The minimum number of musicians required at the Marquis is 19, but "Follies" will be coming in at 9 above that. Best of all, producers have stated that there will be no cuts list, meaning that the size of the orchestra is guaranteed to stay at 28.
(Under the Broadway contract, a cuts list means that producers who engage more than the minimum for that theatre can reduce the size of the orchestra after a certain number of performances.)
"Follies" will also not include any recorded music.
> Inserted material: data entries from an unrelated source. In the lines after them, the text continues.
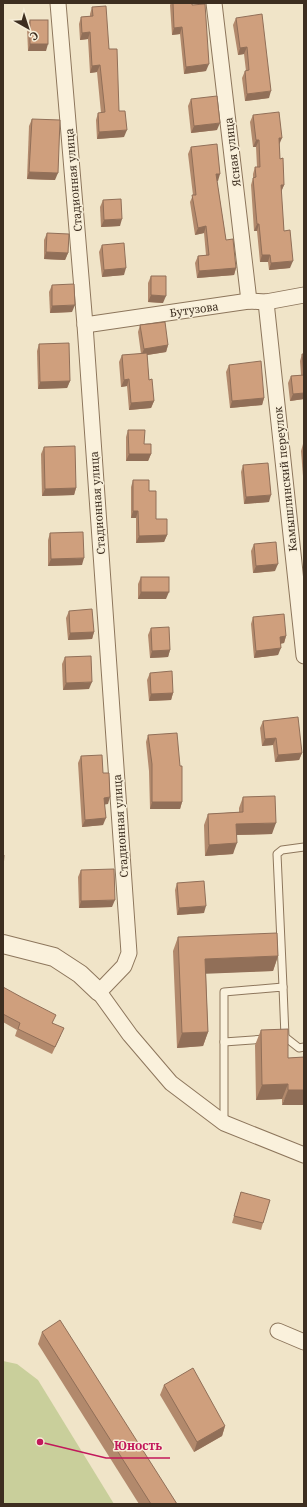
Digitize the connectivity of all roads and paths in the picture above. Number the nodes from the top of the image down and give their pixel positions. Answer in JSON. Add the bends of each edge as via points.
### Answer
{"nodes":[{"id":1,"x":58,"y":3,"type":"edge"},
{"id":2,"x":214,"y":3,"type":"edge"},
{"id":3,"x":304,"y":295,"type":"edge"},
{"id":4,"x":249,"y":301,"type":"junction"},
{"id":5,"x":266,"y":302,"type":"junction"},
{"id":6,"x":85,"y":326,"type":"junction"},
{"id":7,"x":304,"y":656,"type":"edge"},
{"id":8,"x":304,"y":846,"type":"edge"},
{"id":9,"x":3,"y":944,"type":"edge"},
{"id":10,"x":283,"y":987,"type":"junction"},
{"id":11,"x":98,"y":992,"type":"junction"},
{"id":12,"x":277,"y":1038,"type":"junction"},
{"id":13,"x":224,"y":1042,"type":"junction"},
{"id":14,"x":304,"y":1047,"type":"edge"},
{"id":15,"x":224,"y":1123,"type":"junction"},
{"id":16,"x":304,"y":1155,"type":"edge"},
{"id":17,"x":278,"y":1331,"type":"dead end"},
{"id":18,"x":304,"y":1342,"type":"edge"}],
"edges":[{"from":1,"to":6,"type":"street","name":"Стадионная улица"},
{"from":2,"to":4,"type":"street","name":"Ясная улица"},
{"from":3,"to":5,"type":"street","name":"Бутузова"},
{"from":4,"to":5,"type":"street","name":"Бутузова"},
{"from":4,"to":6,"type":"street","name":"Бутузова"},
{"from":5,"to":7,"type":"street","name":"Камышлинский переулок"},
{"from":6,"to":11,"type":"street","name":"Стадионная улица","via":[[128,953],[124,966]]},
{"from":8,"to":10,"type":"lane","via":[[282,850],[277,854]]},
{"from":9,"to":11,"type":"street","via":[[54,957],[80,974]]},
{"from":10,"to":12,"type":"lane"},
{"from":10,"to":13,"type":"lane","via":[[224,992]]},
{"from":11,"to":15,"type":"street","via":[[171,1083]]},
{"from":12,"to":13,"type":"lane"},
{"from":12,"to":14,"type":"lane","via":[[299,1048]]},
{"from":13,"to":15,"type":"lane"},
{"from":15,"to":16,"type":"street"},
{"from":17,"to":18,"type":"street"}]}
The audience will be treated by the original orchestrations and original intent of the 1971 production.
"If you really want to claim the artistic high ground, when the show calls for a large orchestra, give the audience what they want," said cellist Peter Prosser, who played in "West Side Story," and "Gypsy," which both used larger orchestras.
The production opened at the Kennedy Center on May 21 and accomplished a successful two-month limited run.
There was much speculation whether or not the production could make the move to Broadway and retain its large cast of 41 members and its sizeable orchestra of 28 musicians.
We considered these ingredients absolutely essential to a successful Broadway run.
Another consideration was the star-studded cast, which included Bernadette Peters, Jan Maxwell, Linda Lavin, and Danny Burstein. Could they be enticed to do the Broadway run?
Three of these top actors were quoted in a recent story in the L.A. Times about what "Follies" meant to them.
As a child, Linda Lavin attended the Broadway opening of "Follies" on May 4, 1971. She said, "I remember the overwhelming sight and feel of it. "It was just this huge, impactful, passionate piece of work…with moments I’ll never forget." Lavin went on to suggest that what makes for a spectacular production, the large cast, orchestra and set may make it unattractive to Broadway backers. We’re glad she was wrong about this!
In the same story, Jan Maxwell said that "Follies" is "a beautiful piece…I’ve never experienced this type of artistic expression in a musical."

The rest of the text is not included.